> _Exercise prompt_
Set each line of the data down exactly, please.

[[ Records for this task, beginning ]]

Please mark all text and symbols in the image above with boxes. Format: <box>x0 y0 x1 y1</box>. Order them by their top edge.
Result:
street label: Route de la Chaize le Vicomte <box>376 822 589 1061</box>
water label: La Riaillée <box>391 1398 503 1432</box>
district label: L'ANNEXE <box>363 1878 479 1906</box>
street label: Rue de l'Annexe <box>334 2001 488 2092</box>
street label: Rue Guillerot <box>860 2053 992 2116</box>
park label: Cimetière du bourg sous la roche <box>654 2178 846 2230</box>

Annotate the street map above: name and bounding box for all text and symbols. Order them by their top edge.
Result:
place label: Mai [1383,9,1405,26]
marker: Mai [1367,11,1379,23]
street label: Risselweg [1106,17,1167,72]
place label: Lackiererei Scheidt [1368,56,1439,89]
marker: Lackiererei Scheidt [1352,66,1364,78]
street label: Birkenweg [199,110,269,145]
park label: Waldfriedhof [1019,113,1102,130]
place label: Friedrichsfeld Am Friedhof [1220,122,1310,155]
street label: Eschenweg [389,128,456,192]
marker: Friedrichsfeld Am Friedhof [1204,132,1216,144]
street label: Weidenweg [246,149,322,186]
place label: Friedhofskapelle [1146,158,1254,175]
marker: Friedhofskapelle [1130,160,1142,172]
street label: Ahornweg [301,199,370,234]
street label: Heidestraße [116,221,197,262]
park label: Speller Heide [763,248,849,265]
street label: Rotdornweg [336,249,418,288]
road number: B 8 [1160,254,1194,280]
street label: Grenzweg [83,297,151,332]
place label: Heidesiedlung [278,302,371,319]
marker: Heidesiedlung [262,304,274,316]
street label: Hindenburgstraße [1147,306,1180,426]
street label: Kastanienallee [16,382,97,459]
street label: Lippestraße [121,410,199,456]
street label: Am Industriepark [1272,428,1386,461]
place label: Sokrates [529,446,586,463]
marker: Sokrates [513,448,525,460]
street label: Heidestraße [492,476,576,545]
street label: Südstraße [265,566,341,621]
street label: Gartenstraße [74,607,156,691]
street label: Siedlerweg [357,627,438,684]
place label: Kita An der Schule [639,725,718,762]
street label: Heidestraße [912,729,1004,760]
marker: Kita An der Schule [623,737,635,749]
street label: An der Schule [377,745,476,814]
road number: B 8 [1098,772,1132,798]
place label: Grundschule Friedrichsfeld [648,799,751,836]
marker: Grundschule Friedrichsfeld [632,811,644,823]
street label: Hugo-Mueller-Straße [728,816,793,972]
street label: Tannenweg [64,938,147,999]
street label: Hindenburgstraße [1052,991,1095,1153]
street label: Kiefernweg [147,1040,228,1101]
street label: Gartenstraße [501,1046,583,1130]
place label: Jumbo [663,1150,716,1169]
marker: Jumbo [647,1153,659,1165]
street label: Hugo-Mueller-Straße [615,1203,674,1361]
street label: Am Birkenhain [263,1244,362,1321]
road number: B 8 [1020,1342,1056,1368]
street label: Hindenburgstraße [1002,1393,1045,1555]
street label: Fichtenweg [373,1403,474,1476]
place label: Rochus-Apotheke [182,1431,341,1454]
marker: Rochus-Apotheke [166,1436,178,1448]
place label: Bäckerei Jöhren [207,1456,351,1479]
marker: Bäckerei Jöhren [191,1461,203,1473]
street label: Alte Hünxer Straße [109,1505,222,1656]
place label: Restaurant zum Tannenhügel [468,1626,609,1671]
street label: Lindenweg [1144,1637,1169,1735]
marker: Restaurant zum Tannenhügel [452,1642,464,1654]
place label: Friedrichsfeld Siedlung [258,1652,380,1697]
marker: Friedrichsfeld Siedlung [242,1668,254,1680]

[[ Records for this task, end ]]

> _Expected output_
Please mark all text and symbols in the image above with boxes. Format: <box>x0 y0 x1 y1</box>. Order them by their top edge.
Result:
street label: Route de la Chaize le Vicomte <box>376 822 589 1061</box>
water label: La Riaillée <box>391 1398 503 1432</box>
district label: L'ANNEXE <box>363 1878 479 1906</box>
street label: Rue de l'Annexe <box>334 2001 488 2092</box>
street label: Rue Guillerot <box>860 2053 992 2116</box>
park label: Cimetière du bourg sous la roche <box>654 2178 846 2230</box>

Annotate the street map above: name and bounding box for all text and symbols. Order them by their top edge.
Result:
place label: Mai [1383,9,1405,26]
marker: Mai [1367,11,1379,23]
street label: Risselweg [1106,17,1167,72]
place label: Lackiererei Scheidt [1368,56,1439,89]
marker: Lackiererei Scheidt [1352,66,1364,78]
street label: Birkenweg [199,110,269,145]
park label: Waldfriedhof [1019,113,1102,130]
place label: Friedrichsfeld Am Friedhof [1220,122,1310,155]
street label: Eschenweg [389,128,456,192]
marker: Friedrichsfeld Am Friedhof [1204,132,1216,144]
street label: Weidenweg [246,149,322,186]
place label: Friedhofskapelle [1146,158,1254,175]
marker: Friedhofskapelle [1130,160,1142,172]
street label: Ahornweg [301,199,370,234]
street label: Heidestraße [116,221,197,262]
park label: Speller Heide [763,248,849,265]
street label: Rotdornweg [336,249,418,288]
road number: B 8 [1160,254,1194,280]
street label: Grenzweg [83,297,151,332]
place label: Heidesiedlung [278,302,371,319]
marker: Heidesiedlung [262,304,274,316]
street label: Hindenburgstraße [1147,306,1180,426]
street label: Kastanienallee [16,382,97,459]
street label: Lippestraße [121,410,199,456]
street label: Am Industriepark [1272,428,1386,461]
place label: Sokrates [529,446,586,463]
marker: Sokrates [513,448,525,460]
street label: Heidestraße [492,476,576,545]
street label: Südstraße [265,566,341,621]
street label: Gartenstraße [74,607,156,691]
street label: Siedlerweg [357,627,438,684]
place label: Kita An der Schule [639,725,718,762]
street label: Heidestraße [912,729,1004,760]
marker: Kita An der Schule [623,737,635,749]
street label: An der Schule [377,745,476,814]
road number: B 8 [1098,772,1132,798]
place label: Grundschule Friedrichsfeld [648,799,751,836]
marker: Grundschule Friedrichsfeld [632,811,644,823]
street label: Hugo-Mueller-Straße [728,816,793,972]
street label: Tannenweg [64,938,147,999]
street label: Hindenburgstraße [1052,991,1095,1153]
street label: Kiefernweg [147,1040,228,1101]
street label: Gartenstraße [501,1046,583,1130]
place label: Jumbo [663,1150,716,1169]
marker: Jumbo [647,1153,659,1165]
street label: Hugo-Mueller-Straße [615,1203,674,1361]
street label: Am Birkenhain [263,1244,362,1321]
road number: B 8 [1020,1342,1056,1368]
street label: Hindenburgstraße [1002,1393,1045,1555]
street label: Fichtenweg [373,1403,474,1476]
place label: Rochus-Apotheke [182,1431,341,1454]
marker: Rochus-Apotheke [166,1436,178,1448]
place label: Bäckerei Jöhren [207,1456,351,1479]
marker: Bäckerei Jöhren [191,1461,203,1473]
street label: Alte Hünxer Straße [109,1505,222,1656]
place label: Restaurant zum Tannenhügel [468,1626,609,1671]
street label: Lindenweg [1144,1637,1169,1735]
marker: Restaurant zum Tannenhügel [452,1642,464,1654]
place label: Friedrichsfeld Siedlung [258,1652,380,1697]
marker: Friedrichsfeld Siedlung [242,1668,254,1680]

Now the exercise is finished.